In a further twist, prior to the adoption of the CSRD, the U.K. amended its non-financial reporting requirements for U.K.-incorporated companies, requiring certain U.K. companies to report in line with guidelines established by the Taskforce for Climate-related Financial Disclosures (TCFD) of the international Financial Stability Board. The EU’s reporting standards, the ESRS, are based on TCFD’s standards, but the U.K. and EU regimes could nonetheless diverge.

The EU plans to allow disclosures made under similar rules in other jurisdictions to satisfy the EU requirements, which would reduce the risk of conflicting demands for multinationals. But it is not yet clear whether the U.K. regime or any new SEC rules will be deemed similar enough.

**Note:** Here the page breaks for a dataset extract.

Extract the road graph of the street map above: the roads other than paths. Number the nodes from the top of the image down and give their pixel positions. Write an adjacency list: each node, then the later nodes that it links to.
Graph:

US Disclosure Liability Considerations

Under U.S. securities laws, all public company disclosures must be accurate and complete in all material respects and not materially misleading. Materially misleading or false statements or omissions may subject the company to private securities lawsuits as well as to SEC enforcement actions under various provisions of U.S. securities law. As a result, ESG disclosures, whether in SEC filings or other reports or on a company website, can create significant litigation and enforcement risks if not carefully prepared and reviewed.

The SEC is already scrutinizing voluntary ESG statements. In March 2021, its Division of Enforcement created a Climate and ESG Task Force to analyze voluntary ESG disclosures in SEC filings and identify ESG-related misconduct. Last year, the Task Force brought its first enforcement action, a case against a Brazilian mining company alleging that it made false and misleading claims about the safety of its dams in sustainability reports as well as in SEC filings. In addition, recent staff comment letters on climate-related disclosures in corporate Form 10-K filings have asked companies whether they have considered including the same detailed climate-related disclosures in SEC filings that they have provided elsewhere.

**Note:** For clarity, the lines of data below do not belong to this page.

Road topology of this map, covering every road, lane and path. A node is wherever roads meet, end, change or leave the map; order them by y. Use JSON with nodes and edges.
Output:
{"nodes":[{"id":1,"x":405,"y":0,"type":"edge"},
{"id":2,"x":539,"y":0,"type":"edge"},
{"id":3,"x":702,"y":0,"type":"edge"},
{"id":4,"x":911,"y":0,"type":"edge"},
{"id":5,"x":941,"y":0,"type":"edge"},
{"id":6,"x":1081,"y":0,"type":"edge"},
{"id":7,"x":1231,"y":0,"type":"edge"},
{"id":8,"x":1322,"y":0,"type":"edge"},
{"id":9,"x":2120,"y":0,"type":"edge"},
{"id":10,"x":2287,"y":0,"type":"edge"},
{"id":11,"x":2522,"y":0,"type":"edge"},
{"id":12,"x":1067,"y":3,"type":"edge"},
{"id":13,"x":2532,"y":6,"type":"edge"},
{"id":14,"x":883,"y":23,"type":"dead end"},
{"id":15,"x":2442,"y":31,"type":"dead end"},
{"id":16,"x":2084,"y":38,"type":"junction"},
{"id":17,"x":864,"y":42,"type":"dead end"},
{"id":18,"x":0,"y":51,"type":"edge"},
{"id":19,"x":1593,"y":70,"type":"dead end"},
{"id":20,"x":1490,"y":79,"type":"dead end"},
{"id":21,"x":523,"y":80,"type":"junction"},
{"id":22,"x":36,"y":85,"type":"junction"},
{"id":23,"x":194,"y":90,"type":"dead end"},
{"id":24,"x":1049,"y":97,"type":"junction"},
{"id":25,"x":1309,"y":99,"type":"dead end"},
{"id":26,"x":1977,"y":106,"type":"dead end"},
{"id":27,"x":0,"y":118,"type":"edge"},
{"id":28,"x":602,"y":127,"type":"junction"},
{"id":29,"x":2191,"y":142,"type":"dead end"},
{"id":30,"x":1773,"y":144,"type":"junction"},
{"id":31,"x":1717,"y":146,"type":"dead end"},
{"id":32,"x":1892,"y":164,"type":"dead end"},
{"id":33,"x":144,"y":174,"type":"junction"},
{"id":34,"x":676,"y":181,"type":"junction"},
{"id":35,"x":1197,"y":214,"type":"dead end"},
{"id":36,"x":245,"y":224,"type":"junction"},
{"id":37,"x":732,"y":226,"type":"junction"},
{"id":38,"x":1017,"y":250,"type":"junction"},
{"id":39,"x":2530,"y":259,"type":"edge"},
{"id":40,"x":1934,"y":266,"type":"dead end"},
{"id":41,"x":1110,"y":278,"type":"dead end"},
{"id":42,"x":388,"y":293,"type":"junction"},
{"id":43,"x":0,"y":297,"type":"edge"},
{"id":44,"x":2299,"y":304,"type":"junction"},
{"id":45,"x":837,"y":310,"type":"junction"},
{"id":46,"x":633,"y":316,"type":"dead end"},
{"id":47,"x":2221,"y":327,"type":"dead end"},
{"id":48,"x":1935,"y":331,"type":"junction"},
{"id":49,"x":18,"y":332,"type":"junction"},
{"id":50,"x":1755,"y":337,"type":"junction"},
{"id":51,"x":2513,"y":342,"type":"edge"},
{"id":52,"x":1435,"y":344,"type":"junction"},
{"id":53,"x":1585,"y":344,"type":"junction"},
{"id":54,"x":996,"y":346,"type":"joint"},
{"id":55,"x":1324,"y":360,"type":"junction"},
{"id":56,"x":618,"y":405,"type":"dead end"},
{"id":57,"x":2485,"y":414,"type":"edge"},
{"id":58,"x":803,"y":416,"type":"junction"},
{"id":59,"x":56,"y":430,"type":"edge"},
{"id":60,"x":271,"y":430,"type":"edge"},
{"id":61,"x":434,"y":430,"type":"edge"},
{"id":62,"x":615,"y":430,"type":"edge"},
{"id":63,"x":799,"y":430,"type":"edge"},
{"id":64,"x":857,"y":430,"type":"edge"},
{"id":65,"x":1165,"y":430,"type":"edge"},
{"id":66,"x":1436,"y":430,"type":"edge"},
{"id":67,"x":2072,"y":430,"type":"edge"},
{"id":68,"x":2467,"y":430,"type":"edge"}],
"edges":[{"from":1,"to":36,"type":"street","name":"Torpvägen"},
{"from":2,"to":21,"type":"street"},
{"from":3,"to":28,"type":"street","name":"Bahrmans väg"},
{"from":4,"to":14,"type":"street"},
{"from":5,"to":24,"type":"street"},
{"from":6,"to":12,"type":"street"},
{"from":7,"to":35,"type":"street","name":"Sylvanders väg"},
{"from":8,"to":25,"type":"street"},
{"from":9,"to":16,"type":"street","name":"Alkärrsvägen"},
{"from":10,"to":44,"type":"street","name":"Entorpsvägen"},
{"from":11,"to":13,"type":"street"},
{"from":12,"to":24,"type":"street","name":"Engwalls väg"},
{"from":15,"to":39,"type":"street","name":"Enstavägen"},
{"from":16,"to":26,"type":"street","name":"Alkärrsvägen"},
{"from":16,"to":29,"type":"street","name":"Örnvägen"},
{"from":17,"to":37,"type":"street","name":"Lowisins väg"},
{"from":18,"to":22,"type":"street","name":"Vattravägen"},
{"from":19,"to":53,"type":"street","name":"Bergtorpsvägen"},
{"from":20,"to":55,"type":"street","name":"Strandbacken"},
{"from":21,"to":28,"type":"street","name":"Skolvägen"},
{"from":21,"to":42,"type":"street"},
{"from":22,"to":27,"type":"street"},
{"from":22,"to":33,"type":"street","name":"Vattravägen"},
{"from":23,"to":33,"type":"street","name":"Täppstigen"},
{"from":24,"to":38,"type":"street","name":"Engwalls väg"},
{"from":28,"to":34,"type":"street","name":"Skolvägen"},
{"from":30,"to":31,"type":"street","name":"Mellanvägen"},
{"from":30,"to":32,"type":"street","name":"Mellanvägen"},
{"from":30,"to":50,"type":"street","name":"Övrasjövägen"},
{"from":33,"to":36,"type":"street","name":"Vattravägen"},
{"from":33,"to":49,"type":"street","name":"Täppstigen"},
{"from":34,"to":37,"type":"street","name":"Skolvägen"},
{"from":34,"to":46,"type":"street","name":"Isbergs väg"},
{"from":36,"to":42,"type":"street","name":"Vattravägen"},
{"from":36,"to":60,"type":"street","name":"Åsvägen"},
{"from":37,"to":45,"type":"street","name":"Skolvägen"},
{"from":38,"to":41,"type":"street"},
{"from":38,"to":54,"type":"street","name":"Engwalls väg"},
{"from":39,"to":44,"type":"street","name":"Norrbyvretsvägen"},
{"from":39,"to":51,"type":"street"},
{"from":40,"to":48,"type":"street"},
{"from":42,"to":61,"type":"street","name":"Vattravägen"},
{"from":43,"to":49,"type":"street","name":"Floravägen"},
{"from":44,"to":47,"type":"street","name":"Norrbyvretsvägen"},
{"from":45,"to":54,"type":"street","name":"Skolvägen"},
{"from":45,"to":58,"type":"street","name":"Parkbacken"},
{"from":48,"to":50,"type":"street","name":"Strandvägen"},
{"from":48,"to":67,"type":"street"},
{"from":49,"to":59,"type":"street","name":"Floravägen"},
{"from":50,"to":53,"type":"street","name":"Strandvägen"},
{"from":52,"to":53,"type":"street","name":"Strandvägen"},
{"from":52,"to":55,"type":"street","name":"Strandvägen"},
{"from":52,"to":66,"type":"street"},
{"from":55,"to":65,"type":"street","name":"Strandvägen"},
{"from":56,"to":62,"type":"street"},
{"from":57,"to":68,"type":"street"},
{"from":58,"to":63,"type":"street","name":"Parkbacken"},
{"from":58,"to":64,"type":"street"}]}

Against this backdrop, companies that are subject to both U.S. securities laws and the CSRD need to pay particular attention to potential U.S. disclosure liability from providing expansive and detailed ESG disclosures under the CSRD requirements. The anticipated issues that such companies would need to consider include the following:

• Higher risk profile under U.S. securities laws. Any public disclosures required under the CSRD would be subject to the anti-fraud provisions of U.S. securities laws and potential scrutiny by U.S. investors looking for statements that could be the basis for a lawsuit. For example, a U.S.-listed company that publishes global, group-wide ESG information only on its website or in an ESG report — primarily to comply with the CSRD and without including the same information in the company’s SEC filings — may nevertheless face a U.S. investor lawsuit or SEC enforcement action based on that information. The risk could be heightened given the CSRD’s requirements for granular disclosures that go beyond current SEC requirements.
• Materiality determinations. The CSRD may mandate disclosures that are not necessarily material or otherwise required for purposes of U.S. securities laws, which only ask whether a reasonable investor would consider the information to be important in making investment decisions. While the SEC staff generally does not second-guess companies’ materiality determinations, it is important to maintain robust disclosure controls and procedures to assess and support materiality determinations for ESG disclosures, as well to monitor any perceived differences between SEC filings and CSRD-based disclosures or other voluntary reports.
• Potentially conflicting disclosure requirements between the CSRD and SEC rules. As the EU continues to refine the CSRD requirements and the SEC adopts additional ESG disclosure requirements, it is unclear whether and to what extent those requirements differ or converge. If the EU does not recognize equivalence and accept U.S. disclosures to satisfy its own requirements, companies will need to consider how best to meet the competing jurisdictional demands. That will entail weighing the risks of providing different levels of detail for subsidiaries in different countries or choosing to report according to one regime for all subsidiaries and affiliates with supplemental information as required.